Thursday, May 30, 2013

Creating Daily Snapshots of Data Warehouse Growth

       When running ETL jobs, its wise to track the number of records processed, inserted, updated etc. This is easy to do when using an ETL tool such as SSIS. This data contributes to decisions made when planning for resources for your data warehouse.  In addition to this activity, it is also good to keep track of the size of these databases to determine what kind of scalability you're going to need.
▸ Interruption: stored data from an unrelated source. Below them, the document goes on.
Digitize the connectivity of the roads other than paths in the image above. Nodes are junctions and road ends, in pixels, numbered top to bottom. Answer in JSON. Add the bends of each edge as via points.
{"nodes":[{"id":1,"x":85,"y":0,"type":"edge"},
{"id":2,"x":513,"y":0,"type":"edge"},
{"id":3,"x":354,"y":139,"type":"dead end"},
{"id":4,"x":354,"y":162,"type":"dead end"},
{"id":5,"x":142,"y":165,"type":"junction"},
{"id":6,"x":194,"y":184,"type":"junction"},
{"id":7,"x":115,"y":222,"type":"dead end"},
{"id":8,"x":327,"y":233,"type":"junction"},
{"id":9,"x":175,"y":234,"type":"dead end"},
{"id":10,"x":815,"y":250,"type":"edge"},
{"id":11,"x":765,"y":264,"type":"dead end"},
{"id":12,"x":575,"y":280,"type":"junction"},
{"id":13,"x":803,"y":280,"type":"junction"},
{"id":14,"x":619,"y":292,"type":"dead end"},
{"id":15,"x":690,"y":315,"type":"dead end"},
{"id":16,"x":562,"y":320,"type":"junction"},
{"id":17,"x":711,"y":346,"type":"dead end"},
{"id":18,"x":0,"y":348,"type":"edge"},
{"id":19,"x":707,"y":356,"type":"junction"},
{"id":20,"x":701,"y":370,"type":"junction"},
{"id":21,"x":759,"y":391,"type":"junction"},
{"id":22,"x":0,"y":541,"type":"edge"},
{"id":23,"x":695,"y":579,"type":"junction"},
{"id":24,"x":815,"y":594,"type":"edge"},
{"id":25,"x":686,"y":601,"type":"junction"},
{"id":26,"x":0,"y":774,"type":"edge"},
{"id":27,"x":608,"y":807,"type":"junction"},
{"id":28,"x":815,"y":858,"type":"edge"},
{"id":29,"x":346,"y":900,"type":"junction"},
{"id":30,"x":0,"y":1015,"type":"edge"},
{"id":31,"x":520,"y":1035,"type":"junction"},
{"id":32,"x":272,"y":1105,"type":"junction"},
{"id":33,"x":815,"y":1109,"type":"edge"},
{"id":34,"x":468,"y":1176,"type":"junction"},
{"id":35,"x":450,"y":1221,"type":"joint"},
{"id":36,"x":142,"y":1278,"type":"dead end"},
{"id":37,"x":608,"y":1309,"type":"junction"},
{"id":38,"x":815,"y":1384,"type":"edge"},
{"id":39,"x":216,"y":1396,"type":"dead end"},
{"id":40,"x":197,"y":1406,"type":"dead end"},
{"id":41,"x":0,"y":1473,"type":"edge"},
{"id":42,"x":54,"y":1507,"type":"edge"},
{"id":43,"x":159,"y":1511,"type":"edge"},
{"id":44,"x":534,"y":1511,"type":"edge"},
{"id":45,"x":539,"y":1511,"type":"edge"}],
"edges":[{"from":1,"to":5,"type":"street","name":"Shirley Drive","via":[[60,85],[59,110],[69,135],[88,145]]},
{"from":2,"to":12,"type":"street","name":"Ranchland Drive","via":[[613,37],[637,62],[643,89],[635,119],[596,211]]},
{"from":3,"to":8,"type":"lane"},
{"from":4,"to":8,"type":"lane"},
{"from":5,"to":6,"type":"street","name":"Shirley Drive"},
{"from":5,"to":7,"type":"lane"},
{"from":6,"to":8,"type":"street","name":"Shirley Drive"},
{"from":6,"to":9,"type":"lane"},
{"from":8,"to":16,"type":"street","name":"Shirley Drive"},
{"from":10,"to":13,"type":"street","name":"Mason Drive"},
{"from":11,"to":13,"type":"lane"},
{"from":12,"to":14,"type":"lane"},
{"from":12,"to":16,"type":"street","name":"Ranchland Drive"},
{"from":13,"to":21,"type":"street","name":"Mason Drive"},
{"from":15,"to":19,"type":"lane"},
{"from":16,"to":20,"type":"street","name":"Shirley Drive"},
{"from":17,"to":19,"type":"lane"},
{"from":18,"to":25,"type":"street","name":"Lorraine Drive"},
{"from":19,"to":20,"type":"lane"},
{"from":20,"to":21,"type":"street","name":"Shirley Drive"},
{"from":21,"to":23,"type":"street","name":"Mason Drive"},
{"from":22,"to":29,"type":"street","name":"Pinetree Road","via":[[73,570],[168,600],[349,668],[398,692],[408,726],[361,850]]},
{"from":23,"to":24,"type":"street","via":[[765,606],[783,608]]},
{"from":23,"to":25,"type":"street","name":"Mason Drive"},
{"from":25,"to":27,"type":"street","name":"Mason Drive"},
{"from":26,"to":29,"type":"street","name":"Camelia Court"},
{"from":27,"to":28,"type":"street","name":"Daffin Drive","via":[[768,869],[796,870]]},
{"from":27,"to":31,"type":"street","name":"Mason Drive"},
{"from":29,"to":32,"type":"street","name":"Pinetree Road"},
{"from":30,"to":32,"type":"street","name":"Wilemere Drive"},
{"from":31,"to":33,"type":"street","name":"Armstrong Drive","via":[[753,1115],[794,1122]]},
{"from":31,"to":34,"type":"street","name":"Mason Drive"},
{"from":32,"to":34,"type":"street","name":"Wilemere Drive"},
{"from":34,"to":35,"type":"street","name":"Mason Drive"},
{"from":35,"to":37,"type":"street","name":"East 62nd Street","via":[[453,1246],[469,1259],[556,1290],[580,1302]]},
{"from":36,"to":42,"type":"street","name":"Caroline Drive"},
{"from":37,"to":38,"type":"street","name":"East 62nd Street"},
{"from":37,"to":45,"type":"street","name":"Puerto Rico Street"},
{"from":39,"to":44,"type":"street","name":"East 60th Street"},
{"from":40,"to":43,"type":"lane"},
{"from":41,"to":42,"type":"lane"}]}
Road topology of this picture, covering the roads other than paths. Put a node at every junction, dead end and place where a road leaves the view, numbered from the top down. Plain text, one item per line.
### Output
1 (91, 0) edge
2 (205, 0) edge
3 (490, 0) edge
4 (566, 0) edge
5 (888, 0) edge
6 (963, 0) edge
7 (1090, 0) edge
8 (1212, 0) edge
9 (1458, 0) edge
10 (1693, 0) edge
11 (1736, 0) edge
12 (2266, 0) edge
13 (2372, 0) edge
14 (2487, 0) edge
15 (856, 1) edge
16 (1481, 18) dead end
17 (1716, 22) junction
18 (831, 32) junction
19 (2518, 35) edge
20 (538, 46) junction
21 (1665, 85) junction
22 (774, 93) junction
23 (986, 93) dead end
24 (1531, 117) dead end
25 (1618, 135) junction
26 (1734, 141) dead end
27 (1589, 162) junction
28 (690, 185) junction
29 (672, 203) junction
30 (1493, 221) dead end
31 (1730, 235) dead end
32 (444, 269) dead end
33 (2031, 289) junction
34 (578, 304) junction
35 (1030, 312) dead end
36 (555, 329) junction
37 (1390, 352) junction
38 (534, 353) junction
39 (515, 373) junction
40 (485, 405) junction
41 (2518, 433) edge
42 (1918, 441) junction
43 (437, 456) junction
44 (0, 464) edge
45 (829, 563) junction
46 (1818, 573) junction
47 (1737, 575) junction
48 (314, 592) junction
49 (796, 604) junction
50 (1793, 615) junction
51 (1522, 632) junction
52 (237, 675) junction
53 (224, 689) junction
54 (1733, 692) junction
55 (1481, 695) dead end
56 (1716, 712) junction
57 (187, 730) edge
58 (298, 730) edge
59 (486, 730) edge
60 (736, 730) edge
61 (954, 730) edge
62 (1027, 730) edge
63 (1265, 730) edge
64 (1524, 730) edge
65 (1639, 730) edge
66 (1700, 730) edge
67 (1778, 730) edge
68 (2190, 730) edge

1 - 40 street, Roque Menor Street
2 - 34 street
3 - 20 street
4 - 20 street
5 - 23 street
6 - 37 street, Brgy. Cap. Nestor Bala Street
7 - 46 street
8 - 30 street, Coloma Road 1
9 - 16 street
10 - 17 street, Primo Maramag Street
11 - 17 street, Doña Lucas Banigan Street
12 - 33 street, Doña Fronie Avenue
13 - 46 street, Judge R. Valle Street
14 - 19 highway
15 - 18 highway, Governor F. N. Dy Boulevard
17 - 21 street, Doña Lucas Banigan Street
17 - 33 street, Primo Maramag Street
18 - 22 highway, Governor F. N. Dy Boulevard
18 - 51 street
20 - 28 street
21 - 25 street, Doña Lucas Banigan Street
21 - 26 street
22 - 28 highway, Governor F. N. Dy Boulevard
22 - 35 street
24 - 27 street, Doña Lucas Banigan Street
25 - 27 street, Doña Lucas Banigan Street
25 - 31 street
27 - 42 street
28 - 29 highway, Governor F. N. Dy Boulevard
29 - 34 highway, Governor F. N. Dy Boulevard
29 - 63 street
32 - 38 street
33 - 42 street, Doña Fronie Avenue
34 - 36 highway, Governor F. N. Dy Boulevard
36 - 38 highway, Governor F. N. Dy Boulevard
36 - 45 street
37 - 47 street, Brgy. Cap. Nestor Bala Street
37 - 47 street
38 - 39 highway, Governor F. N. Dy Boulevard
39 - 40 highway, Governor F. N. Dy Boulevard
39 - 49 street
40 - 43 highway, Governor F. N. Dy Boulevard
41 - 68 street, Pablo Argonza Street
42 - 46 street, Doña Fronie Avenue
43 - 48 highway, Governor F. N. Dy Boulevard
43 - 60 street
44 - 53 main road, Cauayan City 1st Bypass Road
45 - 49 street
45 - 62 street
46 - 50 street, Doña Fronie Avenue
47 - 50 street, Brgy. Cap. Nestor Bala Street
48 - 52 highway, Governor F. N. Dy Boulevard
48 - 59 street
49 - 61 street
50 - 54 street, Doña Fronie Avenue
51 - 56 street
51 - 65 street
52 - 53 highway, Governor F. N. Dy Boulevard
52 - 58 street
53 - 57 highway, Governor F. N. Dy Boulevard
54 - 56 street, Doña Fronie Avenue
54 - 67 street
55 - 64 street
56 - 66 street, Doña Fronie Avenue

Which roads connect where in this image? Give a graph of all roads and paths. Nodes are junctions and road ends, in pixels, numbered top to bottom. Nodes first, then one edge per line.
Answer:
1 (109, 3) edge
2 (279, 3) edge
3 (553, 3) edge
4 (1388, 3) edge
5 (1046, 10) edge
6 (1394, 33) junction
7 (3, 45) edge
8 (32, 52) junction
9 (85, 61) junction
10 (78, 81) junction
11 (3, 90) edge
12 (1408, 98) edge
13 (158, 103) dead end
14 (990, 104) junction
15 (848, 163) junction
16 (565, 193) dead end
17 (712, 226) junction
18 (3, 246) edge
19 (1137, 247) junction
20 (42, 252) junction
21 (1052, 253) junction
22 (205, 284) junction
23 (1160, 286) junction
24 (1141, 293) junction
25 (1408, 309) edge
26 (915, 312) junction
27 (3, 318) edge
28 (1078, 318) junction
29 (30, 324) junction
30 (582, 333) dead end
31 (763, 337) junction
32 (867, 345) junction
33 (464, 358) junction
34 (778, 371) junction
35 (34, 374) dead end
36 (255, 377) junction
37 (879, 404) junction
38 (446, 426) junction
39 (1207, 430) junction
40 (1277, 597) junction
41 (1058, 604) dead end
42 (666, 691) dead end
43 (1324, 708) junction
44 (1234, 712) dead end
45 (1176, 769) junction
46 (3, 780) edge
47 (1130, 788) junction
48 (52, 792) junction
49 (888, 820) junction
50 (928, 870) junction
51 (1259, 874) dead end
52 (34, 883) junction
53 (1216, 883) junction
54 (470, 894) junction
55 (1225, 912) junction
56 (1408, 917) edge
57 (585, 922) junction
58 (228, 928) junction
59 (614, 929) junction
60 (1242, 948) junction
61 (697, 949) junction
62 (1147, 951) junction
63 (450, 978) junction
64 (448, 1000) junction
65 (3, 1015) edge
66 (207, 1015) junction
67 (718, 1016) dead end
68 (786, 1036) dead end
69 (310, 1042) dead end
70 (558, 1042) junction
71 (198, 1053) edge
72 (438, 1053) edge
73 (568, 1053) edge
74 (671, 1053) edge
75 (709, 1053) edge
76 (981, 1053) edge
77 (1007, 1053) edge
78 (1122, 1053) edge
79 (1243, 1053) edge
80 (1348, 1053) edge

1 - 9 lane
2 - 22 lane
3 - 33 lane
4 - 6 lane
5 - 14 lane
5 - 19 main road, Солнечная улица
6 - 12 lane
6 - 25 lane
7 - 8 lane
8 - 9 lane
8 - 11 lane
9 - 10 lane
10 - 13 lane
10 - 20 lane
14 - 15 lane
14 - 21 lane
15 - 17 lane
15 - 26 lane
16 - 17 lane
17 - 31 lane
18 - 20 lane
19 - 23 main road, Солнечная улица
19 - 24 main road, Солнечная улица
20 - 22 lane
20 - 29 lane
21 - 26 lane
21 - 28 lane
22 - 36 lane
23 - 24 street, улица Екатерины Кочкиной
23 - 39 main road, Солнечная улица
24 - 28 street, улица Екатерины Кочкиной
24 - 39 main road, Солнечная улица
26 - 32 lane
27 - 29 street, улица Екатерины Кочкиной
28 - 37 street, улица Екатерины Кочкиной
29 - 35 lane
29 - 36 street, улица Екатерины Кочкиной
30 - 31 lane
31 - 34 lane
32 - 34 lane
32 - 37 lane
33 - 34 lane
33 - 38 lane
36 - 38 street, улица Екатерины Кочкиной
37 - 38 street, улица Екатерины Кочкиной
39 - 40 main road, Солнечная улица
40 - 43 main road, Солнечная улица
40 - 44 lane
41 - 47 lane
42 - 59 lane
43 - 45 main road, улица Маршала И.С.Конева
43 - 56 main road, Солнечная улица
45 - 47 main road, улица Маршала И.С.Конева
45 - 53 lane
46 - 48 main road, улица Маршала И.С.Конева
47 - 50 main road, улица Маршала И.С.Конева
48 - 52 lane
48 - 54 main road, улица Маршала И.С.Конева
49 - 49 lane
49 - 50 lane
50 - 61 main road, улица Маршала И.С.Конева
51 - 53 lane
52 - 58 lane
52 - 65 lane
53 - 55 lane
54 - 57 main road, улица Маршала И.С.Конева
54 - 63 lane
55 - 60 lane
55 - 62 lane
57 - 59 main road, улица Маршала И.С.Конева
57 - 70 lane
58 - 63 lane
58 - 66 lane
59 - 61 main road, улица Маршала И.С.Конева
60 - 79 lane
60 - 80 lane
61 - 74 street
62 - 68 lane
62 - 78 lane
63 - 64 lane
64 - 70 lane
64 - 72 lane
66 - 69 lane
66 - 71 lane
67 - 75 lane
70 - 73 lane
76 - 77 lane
This also helps you to forecast what the growth will be in a month, a year, 5 years, etc.  You can track and model this data just like any other piece of data your data warehouse imports. It contains dimensions(databases, tables, dates) and facts(rows, size, index sizes, etc.).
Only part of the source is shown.